David usefully comments that dialling sites won't work for him, as he can't remember numbers. He also raises a number of other issues about URL entry on mobile devices, including using barcodes.
I agree about numbers. No one, except train-timetable fanatics, can remember numbers very well, which is why we use letters and have wordy URLs. I should have made it clearer that dialling is intended for public spaces, so that mobile marketing campaigns can be more effective on billboards etc. Numbers solves the data entry problem, not a memory retention problem.
We see a billboard and it says "Dial 1234 for more info on your mobile" or whatever...
The current options for engaging mobile users from public adverts are the increasingly popular text-ad campaigns. Often these are used for a keyword driven 2-way texting dialogue that typically is a single send and response cycle.
Some campaigns can drive a user to a site via WAP-push. However, this is essentially a huge fudge that we may have overlooked in our enthusiasm for WAP-push. If our end-goal is to get a user onto a WAP site, then here's what we're asking:
1. Compose text message
2. Send text message
3. Wait for response
4. Click on link in response
5. Wait for page
To me, that seems a little cumbersome.
We have to take a step back from our techie world and into user world. It doesn't matter how much the above process seems "acceptable", I am working to the principle that usability drives usage and that if there's a conceivable improvement, it's worth doing, especially in the mobile context.

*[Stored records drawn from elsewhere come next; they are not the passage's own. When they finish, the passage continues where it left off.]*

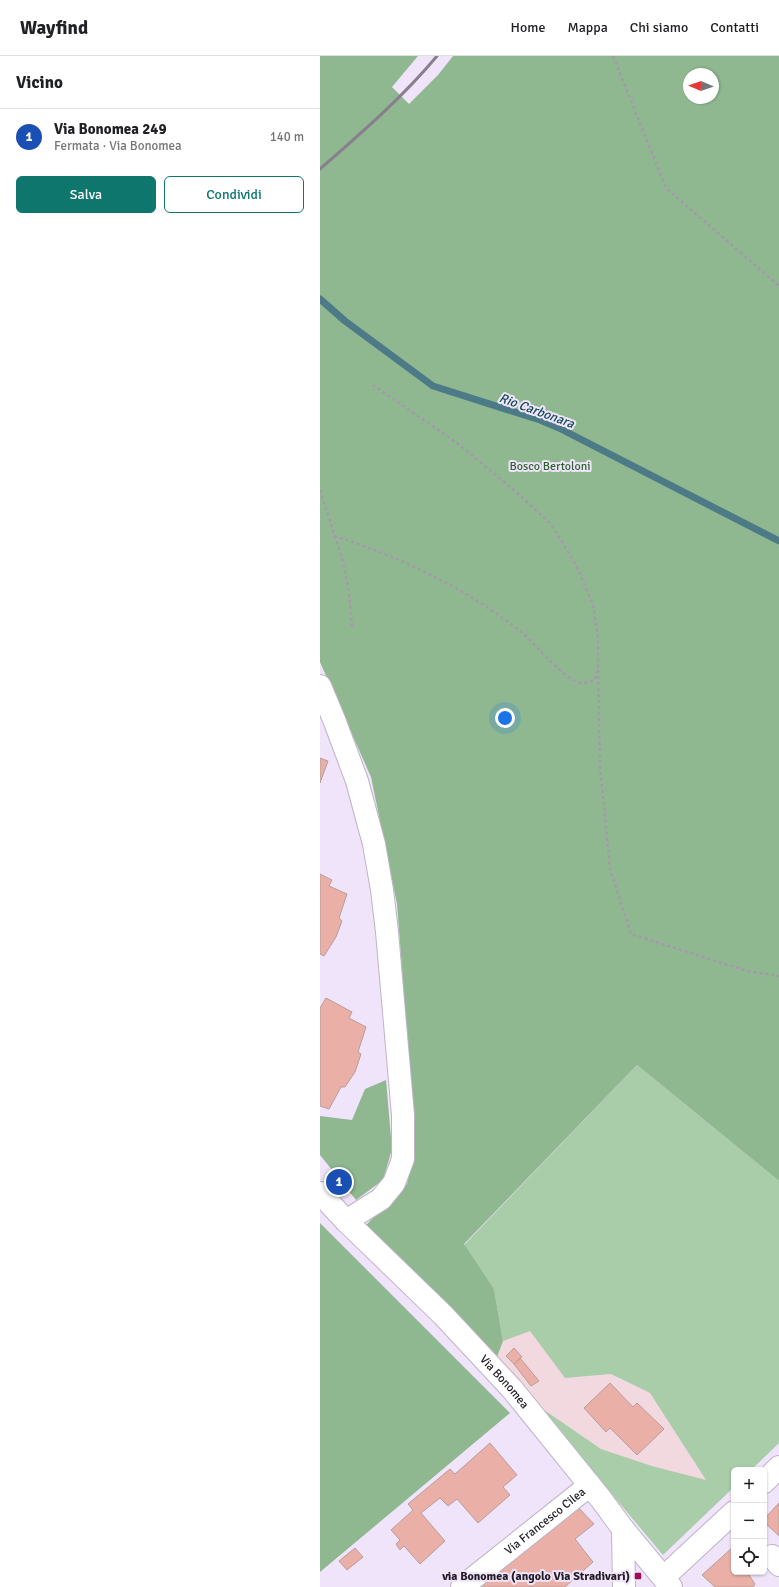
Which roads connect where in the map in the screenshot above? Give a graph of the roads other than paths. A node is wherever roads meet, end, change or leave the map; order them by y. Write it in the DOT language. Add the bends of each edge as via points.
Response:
graph roads {
  1 [pos="320,686"];
  2 [pos="320,1193"];
  3 [pos="346,1221"];
  4 [pos="779,1467"];
  5 [pos="767,1479"];
  6 [pos="590,1485"];
  7 [pos="731,1515"];
  8 [pos="623,1529"];
  9 [pos="668,1582"];
  10 [pos="462,1587"];
  11 [pos="624,1587"];
  1 -- 3 [label="street" via="357,781 374,844 382,890 403,1114 403,1159 394,1183 381,1199"];
  2 -- 3 [label="street, Via Bonomea"];
  3 -- 6 [label="street, Via Bonomea" via="443,1315 512,1389"];
  4 -- 5 [label="street"];
  6 -- 8 [label="street, Via Bonomea"];
  6 -- 10 [label="street, Via Francesco Cilea"];
  7 -- 9 [label="street"];
  8 -- 9 [label="street, Via Bonomea"];
  8 -- 11 [label="street"];
}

We are not talking about replacing URLs. They are fixed. WAP is "Web-lite", which means we're sticking with the HTTP-URL model. We need a range of alternatives for entering URLs whilst keypads are still the limiting factor, which they are on MOST phones.
Barcodes are an alternative data-entry method and they are very useful, but not for billboards.
As for using Google to get the URL....I think we need to rethink that one.
That's probably the least efficient technique possible. Try entering "railtrack" in Google's WAP engine to find train times....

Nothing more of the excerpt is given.